── Source data
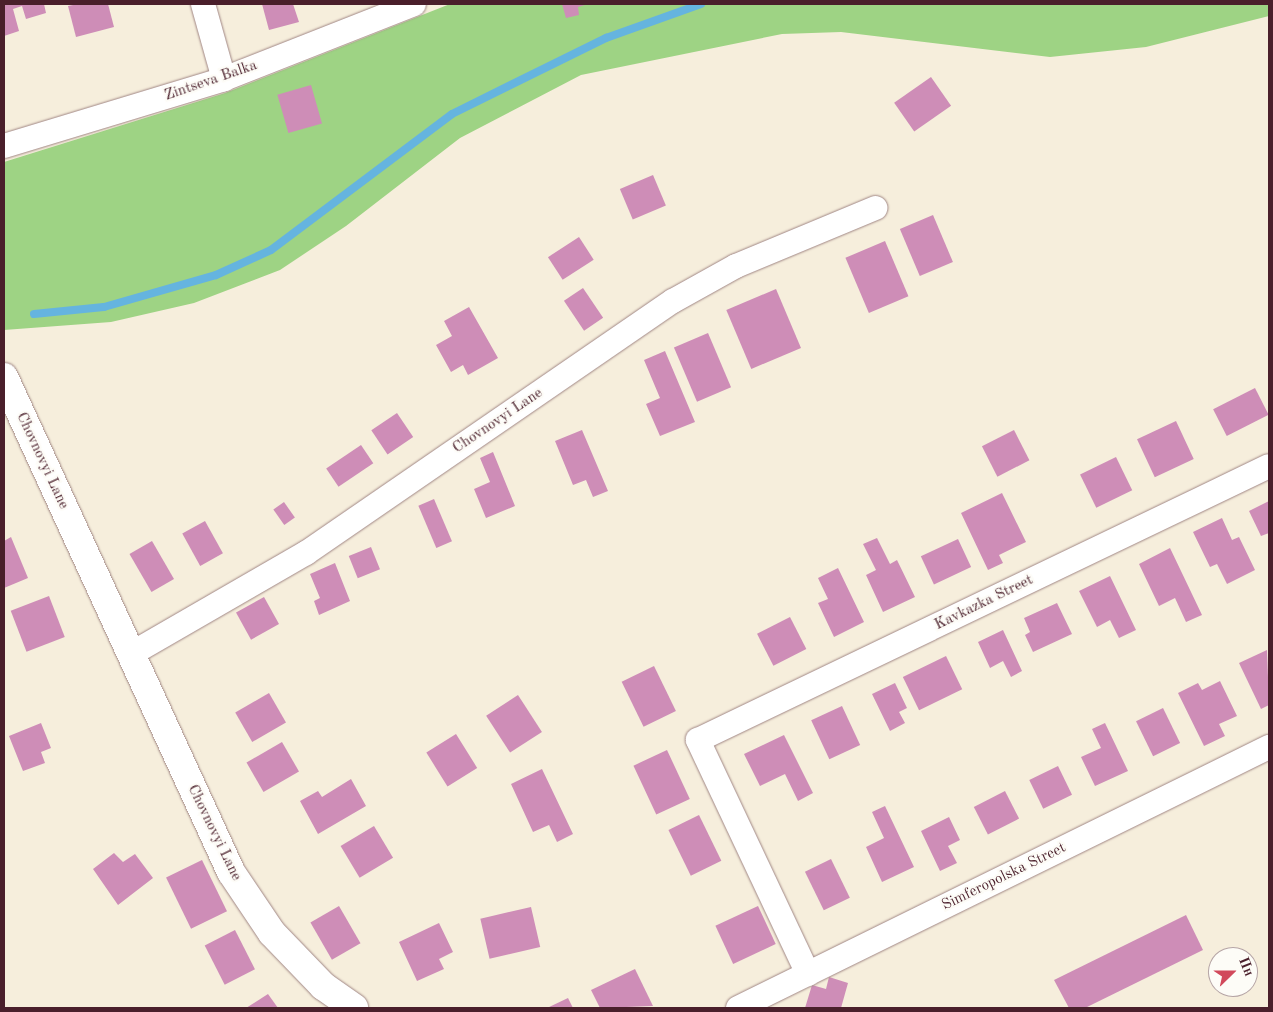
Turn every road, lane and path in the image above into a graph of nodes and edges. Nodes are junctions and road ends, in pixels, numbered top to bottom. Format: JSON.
{"nodes":[{"id":1,"x":204,"y":4,"type":"edge"},
{"id":2,"x":414,"y":4,"type":"edge"},
{"id":3,"x":224,"y":79,"type":"junction"},
{"id":4,"x":4,"y":146,"type":"edge"},
{"id":5,"x":874,"y":208,"type":"dead end"},
{"id":6,"x":4,"y":377,"type":"edge"},
{"id":7,"x":1269,"y":466,"type":"edge"},
{"id":8,"x":131,"y":654,"type":"junction"},
{"id":9,"x":1269,"y":746,"type":"edge"},
{"id":10,"x":808,"y":974,"type":"junction"},
{"id":11,"x":354,"y":1008,"type":"edge"},
{"id":12,"x":738,"y":1008,"type":"edge"}],
"edges":[{"from":1,"to":3,"type":"street"},
{"from":2,"to":3,"type":"street","name":"Zintseva Balka"},
{"from":3,"to":4,"type":"street","name":"Zintseva Balka"},
{"from":5,"to":8,"type":"street","name":"Chovnovyi Lane"},
{"from":6,"to":8,"type":"street","name":"Chovnovyi Lane"},
{"from":7,"to":10,"type":"street","name":"Kavkazka Street"},
{"from":8,"to":11,"type":"street","name":"Chovnovyi Lane"},
{"from":9,"to":10,"type":"street","name":"Simferopolska Street"},
{"from":10,"to":12,"type":"street","name":"Simferopolska Street"}]}
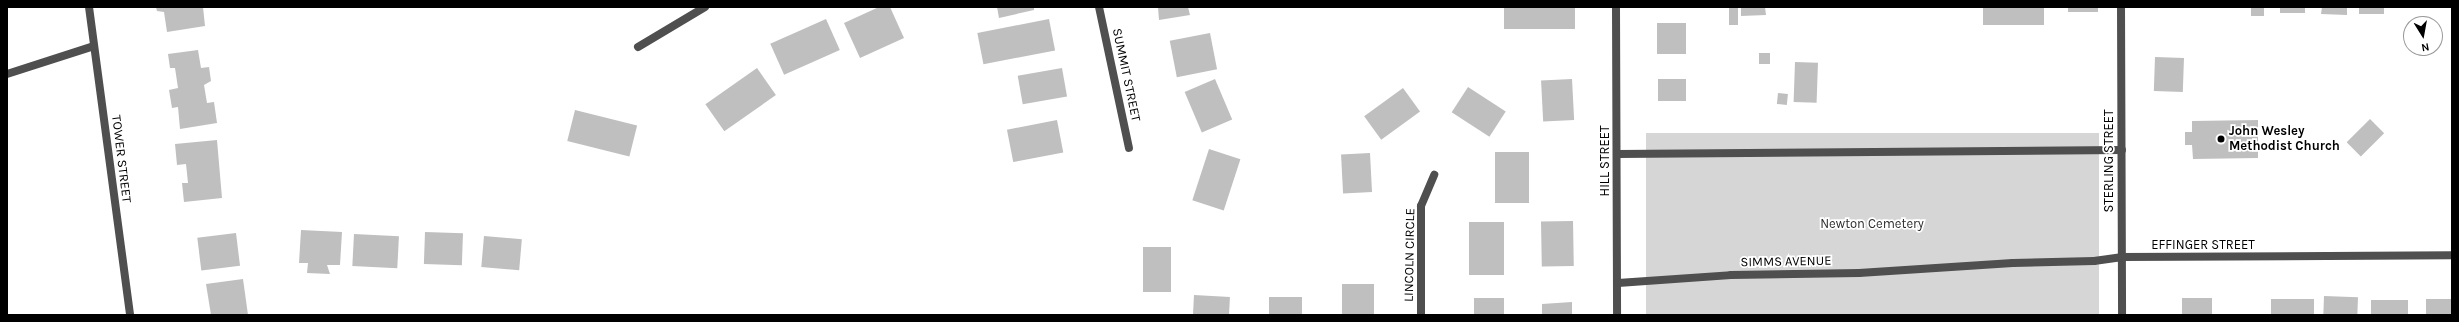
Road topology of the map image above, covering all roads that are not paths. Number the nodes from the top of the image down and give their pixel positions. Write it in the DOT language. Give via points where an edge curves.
graph roads {
  1 [pos="89,7"];
  2 [pos="705,7"];
  3 [pos="1099,7"];
  4 [pos="1616,7"];
  5 [pos="2121,7"];
  6 [pos="94,46"];
  7 [pos="638,47"];
  8 [pos="7,74"];
  9 [pos="1129,148"];
  10 [pos="2122,150"];
  11 [pos="1617,154"];
  12 [pos="1434,175"];
  13 [pos="2452,255"];
  14 [pos="2122,257"];
  15 [pos="1954,266"];
  16 [pos="1618,283"];
  17 [pos="130,315"];
  18 [pos="1420,315"];
  19 [pos="1617,315"];
  20 [pos="2122,315"];
  1 -- 6 [label="street, TOWER STREET"];
  2 -- 7 [label="street"];
  3 -- 9 [label="street, SUMMIT STREET"];
  4 -- 11 [label="street, HILL STREET"];
  5 -- 10 [label="street, STERLING STREET"];
  6 -- 8 [label="street"];
  6 -- 17 [label="street, TOWER STREET"];
  10 -- 11 [label="street"];
  10 -- 14 [label="street, STERLING STREET"];
  11 -- 16 [label="street, HILL STREET"];
  12 -- 18 [label="street, LINCOLN CIRCLE" via="1421,206"];
  13 -- 14 [label="street, EFFINGER STREET"];
  14 -- 15 [label="street, EFFINGER STREET" via="2094,261"];
  14 -- 20 [label="street, STERLING STREET"];
  15 -- 16 [label="street, SIMMS AVENUE" via="1860,273 1731,275"];
  16 -- 19 [label="street, HILL STREET"];
}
────
### Instructions for the task:
Reproduce the complete set of records verbatim and omit the pictures.

### Written response:
Turn every road, lane and path in the image above into a graph of nodes and edges. Nodes are junctions and road ends, in pixels, numbered top to bottom. Format: JSON.
{"nodes":[{"id":1,"x":204,"y":4,"type":"edge"},
{"id":2,"x":414,"y":4,"type":"edge"},
{"id":3,"x":224,"y":79,"type":"junction"},
{"id":4,"x":4,"y":146,"type":"edge"},
{"id":5,"x":874,"y":208,"type":"dead end"},
{"id":6,"x":4,"y":377,"type":"edge"},
{"id":7,"x":1269,"y":466,"type":"edge"},
{"id":8,"x":131,"y":654,"type":"junction"},
{"id":9,"x":1269,"y":746,"type":"edge"},
{"id":10,"x":808,"y":974,"type":"junction"},
{"id":11,"x":354,"y":1008,"type":"edge"},
{"id":12,"x":738,"y":1008,"type":"edge"}],
"edges":[{"from":1,"to":3,"type":"street"},
{"from":2,"to":3,"type":"street","name":"Zintseva Balka"},
{"from":3,"to":4,"type":"street","name":"Zintseva Balka"},
{"from":5,"to":8,"type":"street","name":"Chovnovyi Lane"},
{"from":6,"to":8,"type":"street","name":"Chovnovyi Lane"},
{"from":7,"to":10,"type":"street","name":"Kavkazka Street"},
{"from":8,"to":11,"type":"street","name":"Chovnovyi Lane"},
{"from":9,"to":10,"type":"street","name":"Simferopolska Street"},
{"from":10,"to":12,"type":"street","name":"Simferopolska Street"}]}
Road topology of the map image above, covering all roads that are not paths. Number the nodes from the top of the image down and give their pixel positions. Write it in the DOT language. Give via points where an edge curves.
graph roads {
  1 [pos="89,7"];
  2 [pos="705,7"];
  3 [pos="1099,7"];
  4 [pos="1616,7"];
  5 [pos="2121,7"];
  6 [pos="94,46"];
  7 [pos="638,47"];
  8 [pos="7,74"];
  9 [pos="1129,148"];
  10 [pos="2122,150"];
  11 [pos="1617,154"];
  12 [pos="1434,175"];
  13 [pos="2452,255"];
  14 [pos="2122,257"];
  15 [pos="1954,266"];
  16 [pos="1618,283"];
  17 [pos="130,315"];
  18 [pos="1420,315"];
  19 [pos="1617,315"];
  20 [pos="2122,315"];
  1 -- 6 [label="street, TOWER STREET"];
  2 -- 7 [label="street"];
  3 -- 9 [label="street, SUMMIT STREET"];
  4 -- 11 [label="street, HILL STREET"];
  5 -- 10 [label="street, STERLING STREET"];
  6 -- 8 [label="street"];
  6 -- 17 [label="street, TOWER STREET"];
  10 -- 11 [label="street"];
  10 -- 14 [label="street, STERLING STREET"];
  11 -- 16 [label="street, HILL STREET"];
  12 -- 18 [label="street, LINCOLN CIRCLE" via="1421,206"];
  13 -- 14 [label="street, EFFINGER STREET"];
  14 -- 15 [label="street, EFFINGER STREET" via="2094,261"];
  14 -- 20 [label="street, STERLING STREET"];
  15 -- 16 [label="street, SIMMS AVENUE" via="1860,273 1731,275"];
  16 -- 19 [label="street, HILL STREET"];
}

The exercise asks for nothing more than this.